# Pioneer iControl app error



## venkataraman manu (Dec 11, 2011)

Hi folks!

I got myself a Pioneer Sc lx86 av receiver a couple of days ago and am putting it through the paces. The iPad iControl app works fine but not the one I have in my iphone5! Says" network error" and an error code number like 22704 etc is shown. I have a wifi router and the lx has a LAN connection. Help :-(
Manu


----------



## jalejos (Mar 11, 2013)

Is the iphone in the same IP range?


----------



## venkataraman manu (Dec 11, 2011)

jalejos said:


> Is the iphone in the same IP range?


Don't know what you mean? I tried manually putting the IP number but still the error message comes and net- work error appears. But it works well from my iPad !


----------



## jimfrench (Jan 6, 2012)

Is the MAC address control on? I lost app control for awhile as this was on and would give access only to specific addresses. Once overridden I was back in business.


----------



## venkataraman manu (Dec 11, 2011)

jimfrench said:


> Is the MAC address control on? I lost app control for awhile as this was on and would give access only to specific addresses. Once overridden I was back in business.

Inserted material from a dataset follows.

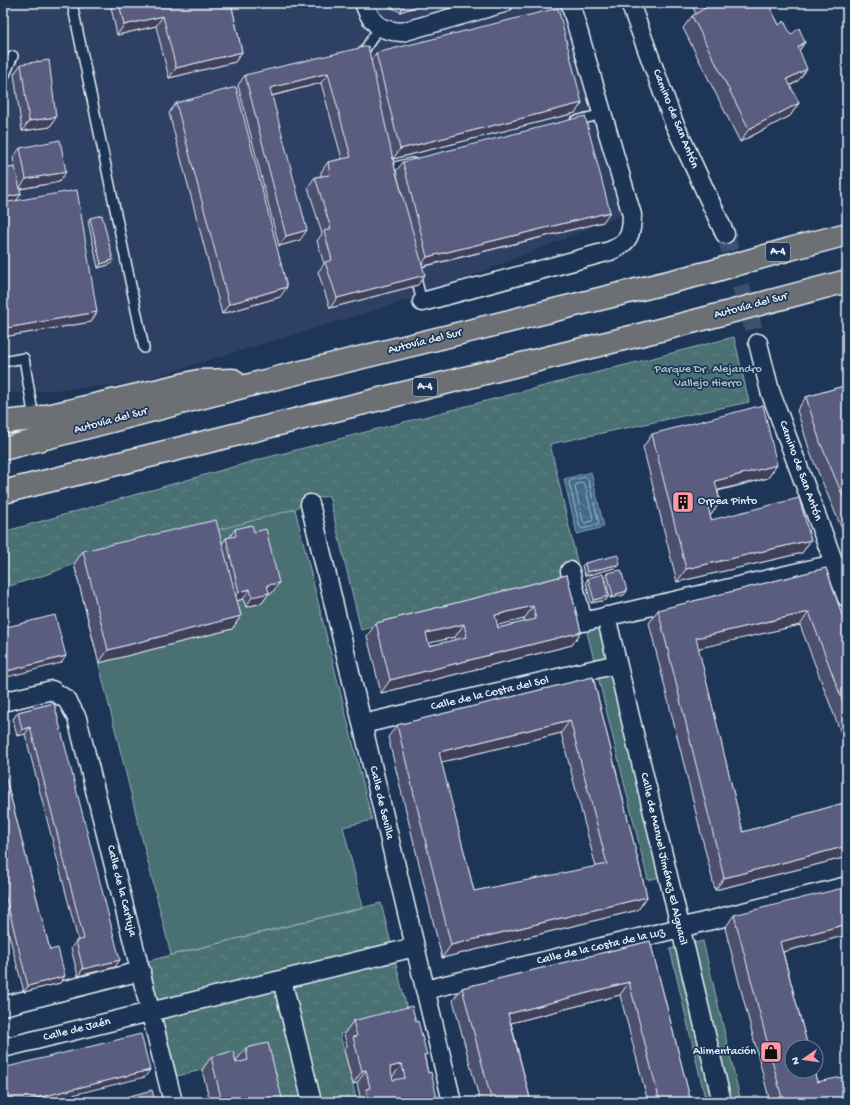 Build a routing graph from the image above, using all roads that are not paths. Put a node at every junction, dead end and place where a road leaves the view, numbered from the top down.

Thanks for your response but I don't understand . Mac address control where? In the iPhone or the receiver? How am I to override it? 
Thanks
Manu


----------



## jimfrench (Jan 6, 2012)

Sorry for the limited post. In the network setup, there is likely an option to limit remote access. I have a Yamaha, but this is a standard set up point. It reduces access to others. I lost access for my phone , but still had it for an iPad. Yamaha calls it MAC address control. When it's turned off then any computer , phone, etc. on your network should have access. Hope this helps.


----------



## venkataraman manu (Dec 11, 2011)

jimfrench said:


> Sorry for the limited post. In the network setup, there is likely an option to limit remote access. I have a Yamaha, but this is a standard set up point. It reduces access to others. I lost access for my phone , but still had it for an iPad. Yamaha calls it MAC address control. When it's turned off then any computer , phone, etc. on your network should have access. Hope this helps.


Well I checked my Pio Lx 86 setup. Isee the MAC address but no way to turn it off. ?
Thanks 
Manu


----------



## jimfrench (Jan 6, 2012)

In the Yamaha setup it could've been restricted. Does the phone have any other network problems?


----------



## venkataraman manu (Dec 11, 2011)

jimfrench said:


> In the Yamaha setup it could've been restricted. Does the phone have any other network problems?


No. It's iPhone 5 and I am able to access net with ease. The app works fine on my iPad.


----------



## venkataraman manu (Dec 11, 2011)

venkataraman manu said:


> No. It's iPhone 5 and I am able to access net with ease. The app works fine on my iPad.


Hi!
I have the iControl working now! Uninstalled and reinstalled and hey presto! Started to work on my iPhone too. Still don't know how it did this time though. Tried it several times without success. Ally's well that ends well. Thanks


----------



## jimfrench (Jan 6, 2012)

good to hear!


----------